■ What the task requires ■
Scan the material for the word "nodes", and copy each line where it shows up.

┌──

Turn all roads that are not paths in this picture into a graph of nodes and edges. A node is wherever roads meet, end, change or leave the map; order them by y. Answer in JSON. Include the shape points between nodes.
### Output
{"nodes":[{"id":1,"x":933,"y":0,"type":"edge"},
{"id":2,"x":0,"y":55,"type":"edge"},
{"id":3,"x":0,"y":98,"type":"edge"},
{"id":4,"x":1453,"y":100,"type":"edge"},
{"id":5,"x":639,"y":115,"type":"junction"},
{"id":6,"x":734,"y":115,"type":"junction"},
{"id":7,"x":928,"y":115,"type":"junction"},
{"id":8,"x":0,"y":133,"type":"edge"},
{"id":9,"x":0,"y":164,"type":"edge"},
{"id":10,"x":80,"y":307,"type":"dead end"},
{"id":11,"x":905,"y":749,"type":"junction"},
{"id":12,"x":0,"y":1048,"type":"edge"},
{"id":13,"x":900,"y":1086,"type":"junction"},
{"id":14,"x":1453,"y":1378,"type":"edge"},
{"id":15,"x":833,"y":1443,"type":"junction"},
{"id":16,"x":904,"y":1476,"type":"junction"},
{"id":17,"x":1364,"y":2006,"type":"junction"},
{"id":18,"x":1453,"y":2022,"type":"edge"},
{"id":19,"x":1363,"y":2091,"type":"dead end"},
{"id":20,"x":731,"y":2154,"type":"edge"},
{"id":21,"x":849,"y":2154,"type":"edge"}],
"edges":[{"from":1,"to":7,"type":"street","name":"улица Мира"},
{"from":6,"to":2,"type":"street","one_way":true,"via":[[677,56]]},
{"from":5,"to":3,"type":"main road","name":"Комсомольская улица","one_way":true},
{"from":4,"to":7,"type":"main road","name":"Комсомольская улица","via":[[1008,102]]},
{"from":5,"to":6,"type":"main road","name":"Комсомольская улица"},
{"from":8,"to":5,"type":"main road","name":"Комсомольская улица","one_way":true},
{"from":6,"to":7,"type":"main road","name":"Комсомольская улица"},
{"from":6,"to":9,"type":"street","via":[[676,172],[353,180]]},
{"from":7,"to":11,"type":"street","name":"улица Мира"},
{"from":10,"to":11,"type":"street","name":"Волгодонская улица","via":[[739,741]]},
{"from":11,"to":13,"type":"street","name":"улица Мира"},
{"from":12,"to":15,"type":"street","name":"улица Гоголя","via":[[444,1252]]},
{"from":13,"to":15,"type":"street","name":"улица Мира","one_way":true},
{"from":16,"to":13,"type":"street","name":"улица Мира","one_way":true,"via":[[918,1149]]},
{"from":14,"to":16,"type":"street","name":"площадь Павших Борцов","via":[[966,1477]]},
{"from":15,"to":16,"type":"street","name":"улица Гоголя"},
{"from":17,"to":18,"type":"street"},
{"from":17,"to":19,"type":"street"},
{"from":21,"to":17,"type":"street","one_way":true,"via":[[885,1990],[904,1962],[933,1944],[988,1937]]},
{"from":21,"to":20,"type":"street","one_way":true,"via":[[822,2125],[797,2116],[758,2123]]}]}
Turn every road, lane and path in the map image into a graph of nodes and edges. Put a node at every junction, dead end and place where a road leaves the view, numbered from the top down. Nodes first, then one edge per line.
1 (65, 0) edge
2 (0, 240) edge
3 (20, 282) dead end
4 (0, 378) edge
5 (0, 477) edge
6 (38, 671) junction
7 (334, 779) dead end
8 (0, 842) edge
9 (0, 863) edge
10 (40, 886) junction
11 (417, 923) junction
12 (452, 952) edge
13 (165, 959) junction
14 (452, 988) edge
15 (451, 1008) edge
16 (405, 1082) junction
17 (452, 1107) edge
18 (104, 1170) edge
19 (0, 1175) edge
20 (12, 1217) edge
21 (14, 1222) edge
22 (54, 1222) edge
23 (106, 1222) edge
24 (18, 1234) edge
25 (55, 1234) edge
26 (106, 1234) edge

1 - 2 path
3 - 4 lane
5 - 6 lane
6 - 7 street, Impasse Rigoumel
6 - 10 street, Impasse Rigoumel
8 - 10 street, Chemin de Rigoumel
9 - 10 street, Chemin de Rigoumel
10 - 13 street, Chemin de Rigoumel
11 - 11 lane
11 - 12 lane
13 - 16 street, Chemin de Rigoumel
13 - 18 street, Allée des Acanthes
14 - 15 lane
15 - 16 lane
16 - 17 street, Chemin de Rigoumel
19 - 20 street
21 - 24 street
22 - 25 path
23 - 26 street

└──

■ Exercise result ■
Turn all roads that are not paths in this picture into a graph of nodes and edges. A node is wherever roads meet, end, change or leave the map; order them by y. Answer in JSON. Include the shape points between nodes.
{"nodes":[{"id":1,"x":933,"y":0,"type":"edge"},
Turn every road, lane and path in the map image into a graph of nodes and edges. Put a node at every junction, dead end and place where a road leaves the view, numbered from the top down. Nodes first, then one edge per line.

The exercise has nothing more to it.